Introduction To Tibetan Cuisine

Introduction To Tibetan Cuisine

Think Tibetan food and the first thing that would pop up in your mind is the ever popular momo. Fried or steamed no matter how they are consumed momos have become a regular fixture at every Restaurant of Nepal. There is much more to Tibetan cuisine than MOMO. in this article, i am going to talk about Tibetan Cuisine in brief!

When you take a Tibet tours, never miss to taste local Tibetan meals. Tibet has unique food and drink due to its highland climate of the Tibetan plateau, harsh climate, religious beliefs and distinctive ethnic customs. The diet in the Tibetan areas is based primarily on toasted barley flour, wheat flour as well as mutton, yak and beef. The daily diet of the Tibetan people consists largely of meat and dairy products, high in protein, to combat the extreme climate conditions.

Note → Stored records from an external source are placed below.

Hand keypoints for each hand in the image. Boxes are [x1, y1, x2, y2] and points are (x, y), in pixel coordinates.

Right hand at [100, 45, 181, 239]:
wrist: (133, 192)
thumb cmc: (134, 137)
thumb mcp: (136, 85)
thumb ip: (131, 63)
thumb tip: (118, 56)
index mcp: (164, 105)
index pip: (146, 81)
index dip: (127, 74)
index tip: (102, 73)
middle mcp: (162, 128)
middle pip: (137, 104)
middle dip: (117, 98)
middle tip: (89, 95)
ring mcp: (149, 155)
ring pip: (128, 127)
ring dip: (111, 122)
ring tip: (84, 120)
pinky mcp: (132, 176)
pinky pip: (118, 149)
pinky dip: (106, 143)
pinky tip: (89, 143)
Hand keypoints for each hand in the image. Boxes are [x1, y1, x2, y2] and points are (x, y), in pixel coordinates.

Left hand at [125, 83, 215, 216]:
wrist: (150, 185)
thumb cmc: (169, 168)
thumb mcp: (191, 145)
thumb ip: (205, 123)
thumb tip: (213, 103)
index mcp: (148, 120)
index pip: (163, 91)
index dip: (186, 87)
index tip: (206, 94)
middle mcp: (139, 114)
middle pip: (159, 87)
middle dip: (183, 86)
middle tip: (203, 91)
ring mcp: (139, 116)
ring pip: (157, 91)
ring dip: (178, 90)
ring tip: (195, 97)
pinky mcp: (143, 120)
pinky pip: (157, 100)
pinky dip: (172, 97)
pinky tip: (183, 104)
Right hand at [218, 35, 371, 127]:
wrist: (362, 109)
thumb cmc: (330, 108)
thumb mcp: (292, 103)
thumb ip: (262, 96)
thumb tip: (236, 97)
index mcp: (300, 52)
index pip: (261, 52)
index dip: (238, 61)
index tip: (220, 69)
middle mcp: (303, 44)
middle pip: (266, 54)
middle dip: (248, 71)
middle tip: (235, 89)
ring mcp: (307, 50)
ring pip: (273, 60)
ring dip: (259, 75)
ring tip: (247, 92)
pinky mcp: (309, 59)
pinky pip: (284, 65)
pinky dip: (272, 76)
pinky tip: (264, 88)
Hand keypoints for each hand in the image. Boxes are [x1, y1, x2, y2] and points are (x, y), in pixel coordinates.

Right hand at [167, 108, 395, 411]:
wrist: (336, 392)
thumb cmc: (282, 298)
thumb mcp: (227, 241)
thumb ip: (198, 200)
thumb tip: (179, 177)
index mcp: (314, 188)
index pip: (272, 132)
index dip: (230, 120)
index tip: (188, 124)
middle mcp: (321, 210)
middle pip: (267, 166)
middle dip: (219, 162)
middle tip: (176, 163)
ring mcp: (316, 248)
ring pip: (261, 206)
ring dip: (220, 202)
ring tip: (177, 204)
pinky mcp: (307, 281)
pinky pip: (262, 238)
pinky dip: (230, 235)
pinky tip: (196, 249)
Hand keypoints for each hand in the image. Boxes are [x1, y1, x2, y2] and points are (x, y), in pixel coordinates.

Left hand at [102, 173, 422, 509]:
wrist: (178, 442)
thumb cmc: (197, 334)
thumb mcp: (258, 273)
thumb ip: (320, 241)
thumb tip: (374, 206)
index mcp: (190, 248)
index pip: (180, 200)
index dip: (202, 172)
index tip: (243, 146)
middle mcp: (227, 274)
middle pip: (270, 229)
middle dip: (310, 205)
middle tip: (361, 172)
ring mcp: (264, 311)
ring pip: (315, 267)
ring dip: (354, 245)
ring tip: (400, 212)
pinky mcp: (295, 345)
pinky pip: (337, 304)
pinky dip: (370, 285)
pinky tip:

They drink wine made of barley. Tea and salt is their daily necessities. Traditional Tibetan food includes Zanba (roasted highland barley flour), meat, and milk products.

High on the menu are such flavors as sausages, barley wine, butter oil tea, beef and mutton eaten with the hands, yak tongue, steamed buns, zanba made from highland barley, pastries, sweet tea, butter tea, dried beef, and minced mutton or beef.

Zanba is made out of barley flour and eaten together with butter and sugar. The Tibetan people often bring barley flour with them in small leather bags when they leave home to do business.

It is made by grinding the roasted highland barley into flour, and mix it with ghee. Tibetan people roast the barley seeds before grinding them into flour. And Tibetan people do not remove the husk of the barley.

Drinking butter tea is a regular part of Tibetan life. Butter tea is made by mixing brick tea, ghee and salt together. Ghee, which looks like butter, is a kind of dairy product of fat abstracted from cow milk or sheep milk. Tibetan people like the ghee made of yak milk. When they make buttered tea, they mix boiled brick tea and ghee in a special can, add some salt, pour the mixed liquid into a pottery or metal teapot and finally heat up the buttered tea (but not boiled it).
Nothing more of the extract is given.